For Robert, With Love and Thanks

This weekend marks Robert’s and my five-year anniversary.  We met via the Internet, Robert after fifteen years of what he likes to call “power-dating,” I after a dismal four months, during which time I met a variety of men clearly put on this earth to dissuade any woman from even so much as thinking about dating ever again.  Occasionally I wonder about them: what they’re doing now, if any of them found any takers.
This is what I would say to them, if I could.

--If you are 70, do not say you want to date women 47 and younger;

--If you are 70, do not say you are 53;

--Do not tell your date that the reason you don’t have any male friends is that men are jealous of how good-looking you are;

--Do not tell your date that you are giving away most of your possessions because “as long as I have my computer and my antique sword, I’ll be fine”;

--Do not meet your date through a Jewish dating service and then, over coffee, respond to her story about a skinflint by saying, “He’s Jewish, right?”;

--Do not call your date forty-five minutes after she tells you what an asshole you are for making anti-semitic remarks and start to tell her about a dream you had;

--Do not neglect to mention that you owe the IRS $100,000 in back taxes and also have a girlfriend;

--Do not initiate first-date banter by reminiscing about your ex-wife, who is bi-polar and likes to say she lives to make her ex’s life a living hell;

--Do not spend ten minutes explaining why the woman you are looking for must have clean fingernails;

--Do not, during the course of an introductory phone conversation, announce that you are wearing a Versace suit and a thong;

--Do not then say, “You like that, don’t you?”

To the other women these men have dated, I would say, Do not give up.  Because the world is wide and wonderful, the heart is resilient, and the extraordinary and the impossible can present themselves at any moment.

Monday, May 10, 2010

The Pleasures of a Garden, As Told by One Who Is Gardening-Impaired

I love having a garden, but I hate gardening.  Over the years, I tried to love gardening, but I have finally had to admit that it is not for me.  The dirt, the sweating, the inability to do it while lying down compel me to leave the gardening to George, local barfly and raconteur extraordinaire.  He does a lovely job.

I am a little bit ashamed that I don’t like to garden.  I feel as though I should.  It’s an admirable, wholesome, healthful activity, plus you get to wear a floppy hat.  I console myself with the fact that George can’t write children’s books.
Our garden is at the front and on the south side of our house, protected from the street by a high hedge.  The woman who designed it made sure that something would always be blooming, no matter what the season.  Right now, we have roses.

Soon, it will be hydrangeas.

We have more lemons year-round than we know what to do with.  I make a lot of lemon bars and lemonade.  The scent of a lemon just pulled off the tree is further proof of divinity all around us.
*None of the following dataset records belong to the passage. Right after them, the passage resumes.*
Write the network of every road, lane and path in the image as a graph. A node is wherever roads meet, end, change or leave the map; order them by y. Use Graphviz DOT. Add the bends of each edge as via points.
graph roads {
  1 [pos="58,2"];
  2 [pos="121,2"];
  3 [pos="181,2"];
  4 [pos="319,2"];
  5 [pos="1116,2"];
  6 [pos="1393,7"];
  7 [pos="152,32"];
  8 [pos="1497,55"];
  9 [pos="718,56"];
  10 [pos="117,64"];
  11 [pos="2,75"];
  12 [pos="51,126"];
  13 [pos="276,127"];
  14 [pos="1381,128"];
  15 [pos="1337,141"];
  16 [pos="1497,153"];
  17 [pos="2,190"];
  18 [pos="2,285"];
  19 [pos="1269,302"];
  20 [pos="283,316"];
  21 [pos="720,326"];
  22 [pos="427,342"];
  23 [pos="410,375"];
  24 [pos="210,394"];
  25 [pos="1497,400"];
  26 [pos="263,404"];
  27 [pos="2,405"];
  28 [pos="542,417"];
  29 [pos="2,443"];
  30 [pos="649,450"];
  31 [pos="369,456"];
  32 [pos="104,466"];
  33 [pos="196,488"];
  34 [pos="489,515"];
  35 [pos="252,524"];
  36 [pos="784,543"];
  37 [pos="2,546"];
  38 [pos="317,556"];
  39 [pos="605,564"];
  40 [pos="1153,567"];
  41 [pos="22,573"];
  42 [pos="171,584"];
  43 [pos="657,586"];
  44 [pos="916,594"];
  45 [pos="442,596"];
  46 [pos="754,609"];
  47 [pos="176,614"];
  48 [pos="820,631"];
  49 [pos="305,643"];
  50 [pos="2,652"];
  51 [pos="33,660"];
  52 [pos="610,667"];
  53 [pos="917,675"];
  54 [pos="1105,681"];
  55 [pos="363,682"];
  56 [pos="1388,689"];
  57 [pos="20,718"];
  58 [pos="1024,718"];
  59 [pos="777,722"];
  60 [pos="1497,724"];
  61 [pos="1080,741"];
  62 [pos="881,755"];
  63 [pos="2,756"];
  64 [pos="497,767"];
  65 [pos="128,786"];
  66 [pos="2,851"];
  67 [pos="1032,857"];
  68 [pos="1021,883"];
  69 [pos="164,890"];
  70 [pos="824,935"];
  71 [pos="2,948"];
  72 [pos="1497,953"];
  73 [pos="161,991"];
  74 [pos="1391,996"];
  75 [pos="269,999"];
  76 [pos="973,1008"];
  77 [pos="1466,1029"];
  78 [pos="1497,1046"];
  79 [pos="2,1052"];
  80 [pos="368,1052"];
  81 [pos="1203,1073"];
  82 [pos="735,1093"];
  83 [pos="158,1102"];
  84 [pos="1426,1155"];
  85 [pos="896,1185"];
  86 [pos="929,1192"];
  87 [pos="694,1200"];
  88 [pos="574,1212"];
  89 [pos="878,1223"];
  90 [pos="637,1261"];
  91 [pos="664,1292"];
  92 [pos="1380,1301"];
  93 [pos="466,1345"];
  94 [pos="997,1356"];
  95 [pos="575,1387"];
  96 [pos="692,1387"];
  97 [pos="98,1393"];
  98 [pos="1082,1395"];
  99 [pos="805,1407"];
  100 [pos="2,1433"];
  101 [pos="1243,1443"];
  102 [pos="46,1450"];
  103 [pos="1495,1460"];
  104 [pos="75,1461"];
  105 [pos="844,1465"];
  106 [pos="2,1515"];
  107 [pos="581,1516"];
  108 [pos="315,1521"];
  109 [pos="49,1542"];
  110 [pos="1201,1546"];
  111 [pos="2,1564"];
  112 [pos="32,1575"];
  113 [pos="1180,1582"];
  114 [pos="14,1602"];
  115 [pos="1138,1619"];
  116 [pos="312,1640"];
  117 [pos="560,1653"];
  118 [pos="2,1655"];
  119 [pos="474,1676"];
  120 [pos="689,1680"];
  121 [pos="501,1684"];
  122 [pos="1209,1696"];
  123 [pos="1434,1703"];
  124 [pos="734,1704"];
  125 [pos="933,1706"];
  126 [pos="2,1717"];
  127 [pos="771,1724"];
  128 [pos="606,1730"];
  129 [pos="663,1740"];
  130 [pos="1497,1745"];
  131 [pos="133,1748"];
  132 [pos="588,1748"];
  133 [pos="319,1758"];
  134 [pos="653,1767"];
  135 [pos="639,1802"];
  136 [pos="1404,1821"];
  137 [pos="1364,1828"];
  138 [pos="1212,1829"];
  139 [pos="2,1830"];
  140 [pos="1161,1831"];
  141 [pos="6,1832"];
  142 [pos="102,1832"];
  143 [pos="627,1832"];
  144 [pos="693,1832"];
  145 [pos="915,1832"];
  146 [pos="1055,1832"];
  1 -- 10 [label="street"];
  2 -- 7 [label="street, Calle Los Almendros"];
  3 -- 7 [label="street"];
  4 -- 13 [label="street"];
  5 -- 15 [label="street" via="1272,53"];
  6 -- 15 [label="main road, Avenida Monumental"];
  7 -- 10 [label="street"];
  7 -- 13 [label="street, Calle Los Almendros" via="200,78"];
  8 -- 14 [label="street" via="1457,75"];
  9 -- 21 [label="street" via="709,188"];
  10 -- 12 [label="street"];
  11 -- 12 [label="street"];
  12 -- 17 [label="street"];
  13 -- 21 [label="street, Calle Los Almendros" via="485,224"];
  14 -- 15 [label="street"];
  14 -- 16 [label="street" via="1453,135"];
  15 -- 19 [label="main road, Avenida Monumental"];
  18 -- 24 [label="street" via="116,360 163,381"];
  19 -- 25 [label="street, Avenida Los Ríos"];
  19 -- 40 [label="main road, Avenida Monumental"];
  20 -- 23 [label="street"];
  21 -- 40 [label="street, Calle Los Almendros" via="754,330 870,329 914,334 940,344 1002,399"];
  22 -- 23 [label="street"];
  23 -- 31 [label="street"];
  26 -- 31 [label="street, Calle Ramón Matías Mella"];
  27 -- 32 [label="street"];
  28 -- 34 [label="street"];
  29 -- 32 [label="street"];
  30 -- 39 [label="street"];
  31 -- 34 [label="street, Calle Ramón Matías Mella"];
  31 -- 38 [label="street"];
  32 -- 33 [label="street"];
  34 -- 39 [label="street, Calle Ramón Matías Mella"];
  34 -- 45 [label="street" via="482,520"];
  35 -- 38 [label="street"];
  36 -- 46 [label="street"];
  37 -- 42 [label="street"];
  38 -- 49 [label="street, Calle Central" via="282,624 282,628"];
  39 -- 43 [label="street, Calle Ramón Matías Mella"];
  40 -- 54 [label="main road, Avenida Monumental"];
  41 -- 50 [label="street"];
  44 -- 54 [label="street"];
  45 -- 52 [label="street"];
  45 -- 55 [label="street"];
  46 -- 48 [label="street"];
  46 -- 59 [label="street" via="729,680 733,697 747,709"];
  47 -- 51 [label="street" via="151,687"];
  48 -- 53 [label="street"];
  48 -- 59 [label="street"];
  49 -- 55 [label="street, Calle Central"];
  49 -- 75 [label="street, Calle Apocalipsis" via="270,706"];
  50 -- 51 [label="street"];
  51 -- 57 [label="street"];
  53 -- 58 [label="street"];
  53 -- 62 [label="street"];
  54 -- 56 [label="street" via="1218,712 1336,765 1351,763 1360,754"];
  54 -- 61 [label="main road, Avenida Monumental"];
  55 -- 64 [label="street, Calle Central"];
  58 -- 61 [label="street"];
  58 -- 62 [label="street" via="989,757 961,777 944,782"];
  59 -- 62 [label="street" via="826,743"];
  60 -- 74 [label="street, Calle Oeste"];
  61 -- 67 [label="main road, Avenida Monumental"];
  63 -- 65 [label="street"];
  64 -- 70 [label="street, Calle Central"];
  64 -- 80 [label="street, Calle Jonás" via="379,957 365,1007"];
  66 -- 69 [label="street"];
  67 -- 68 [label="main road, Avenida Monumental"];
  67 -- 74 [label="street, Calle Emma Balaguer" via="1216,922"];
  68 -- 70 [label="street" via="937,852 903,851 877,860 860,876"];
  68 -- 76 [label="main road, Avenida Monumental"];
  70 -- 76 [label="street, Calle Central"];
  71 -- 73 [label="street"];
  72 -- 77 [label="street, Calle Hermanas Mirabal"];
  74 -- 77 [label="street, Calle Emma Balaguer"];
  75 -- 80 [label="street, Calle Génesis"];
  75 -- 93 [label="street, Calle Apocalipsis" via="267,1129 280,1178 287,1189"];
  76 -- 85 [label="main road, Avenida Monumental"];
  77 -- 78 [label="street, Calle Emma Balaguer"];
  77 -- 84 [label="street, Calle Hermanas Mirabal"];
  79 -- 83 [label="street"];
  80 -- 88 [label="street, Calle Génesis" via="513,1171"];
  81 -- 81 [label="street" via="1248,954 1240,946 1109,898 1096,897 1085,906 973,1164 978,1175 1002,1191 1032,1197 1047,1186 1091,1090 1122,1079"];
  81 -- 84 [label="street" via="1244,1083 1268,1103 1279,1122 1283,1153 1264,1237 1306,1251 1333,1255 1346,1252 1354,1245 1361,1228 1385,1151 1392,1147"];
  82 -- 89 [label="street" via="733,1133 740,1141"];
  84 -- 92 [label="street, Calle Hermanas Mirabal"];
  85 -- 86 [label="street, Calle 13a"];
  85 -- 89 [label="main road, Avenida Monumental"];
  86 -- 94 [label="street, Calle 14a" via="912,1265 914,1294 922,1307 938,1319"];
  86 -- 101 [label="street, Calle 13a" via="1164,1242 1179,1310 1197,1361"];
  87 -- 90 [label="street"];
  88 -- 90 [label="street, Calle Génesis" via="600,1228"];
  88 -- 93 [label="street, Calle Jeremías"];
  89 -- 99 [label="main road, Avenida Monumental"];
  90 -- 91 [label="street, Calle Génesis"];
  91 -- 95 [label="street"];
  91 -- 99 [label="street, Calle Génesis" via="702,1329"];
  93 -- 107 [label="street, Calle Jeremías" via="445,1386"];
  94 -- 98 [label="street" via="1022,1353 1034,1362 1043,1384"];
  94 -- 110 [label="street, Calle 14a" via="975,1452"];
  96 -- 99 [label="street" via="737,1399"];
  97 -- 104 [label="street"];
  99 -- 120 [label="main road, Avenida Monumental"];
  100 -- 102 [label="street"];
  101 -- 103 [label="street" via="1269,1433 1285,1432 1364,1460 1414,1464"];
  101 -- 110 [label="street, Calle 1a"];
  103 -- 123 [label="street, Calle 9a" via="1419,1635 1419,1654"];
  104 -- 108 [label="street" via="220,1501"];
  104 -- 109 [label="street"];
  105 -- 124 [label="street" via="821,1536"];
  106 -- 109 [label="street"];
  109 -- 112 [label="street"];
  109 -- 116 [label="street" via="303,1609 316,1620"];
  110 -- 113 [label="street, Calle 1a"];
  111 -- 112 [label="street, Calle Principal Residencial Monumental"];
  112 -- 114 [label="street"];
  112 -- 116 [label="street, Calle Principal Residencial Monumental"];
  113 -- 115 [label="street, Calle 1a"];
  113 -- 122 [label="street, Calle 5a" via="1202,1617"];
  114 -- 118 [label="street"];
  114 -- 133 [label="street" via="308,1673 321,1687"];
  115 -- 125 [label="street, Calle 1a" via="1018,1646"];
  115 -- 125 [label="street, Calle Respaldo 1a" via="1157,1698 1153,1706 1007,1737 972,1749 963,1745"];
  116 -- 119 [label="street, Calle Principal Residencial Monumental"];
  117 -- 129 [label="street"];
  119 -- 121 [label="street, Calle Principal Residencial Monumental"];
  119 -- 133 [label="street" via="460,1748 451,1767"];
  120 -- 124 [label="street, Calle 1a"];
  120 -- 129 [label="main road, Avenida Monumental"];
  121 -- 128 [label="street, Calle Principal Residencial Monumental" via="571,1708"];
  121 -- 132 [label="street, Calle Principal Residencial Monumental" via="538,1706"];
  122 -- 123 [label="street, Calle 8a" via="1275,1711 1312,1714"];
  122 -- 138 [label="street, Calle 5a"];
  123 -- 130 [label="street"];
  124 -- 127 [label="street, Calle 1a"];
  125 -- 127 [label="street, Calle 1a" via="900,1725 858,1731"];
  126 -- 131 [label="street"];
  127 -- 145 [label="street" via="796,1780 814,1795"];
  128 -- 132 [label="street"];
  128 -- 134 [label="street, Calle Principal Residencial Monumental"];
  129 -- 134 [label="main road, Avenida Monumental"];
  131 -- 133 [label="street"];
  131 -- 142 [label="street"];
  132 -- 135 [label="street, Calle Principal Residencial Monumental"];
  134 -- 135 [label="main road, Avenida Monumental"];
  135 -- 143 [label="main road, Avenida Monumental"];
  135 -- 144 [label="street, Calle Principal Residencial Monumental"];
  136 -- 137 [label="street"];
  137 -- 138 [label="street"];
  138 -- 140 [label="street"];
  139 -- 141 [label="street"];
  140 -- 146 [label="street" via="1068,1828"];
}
I love these.  They grow at the back of the house.  I don’t know what they are.  They look like Dr. Seuss characters to me.

We have ferns in front of the enormous living room windows.  I grew up in a house in Berkeley that had a fern garden.  They lend shade and peace.  They are the garden’s gentle librarians, staking out a quiet corner (apart from the unruly roses), demanding whispers.

We have two Monterey pines.  Last year, two tiny birds flew in and out of a hole in the bark of one of them no larger than a mail slot.  We watched as they doggedly brought twigs and grass and straw into the tree.  Later, we could hear the chirping of baby birds.  We never saw them fly away.

Out by the kitchen door, Robert channels his inner Midwesterner and does a little farming.  Right now, we are all about the butter lettuce.

The bench is between the Monterey pines and is shaded by a wisteria-covered arbor.  When we first moved here three years ago, my daughter liked to sit on the bench.  “How do you like the trees?” I asked.  “Oh, we’re going to be friends,” she said.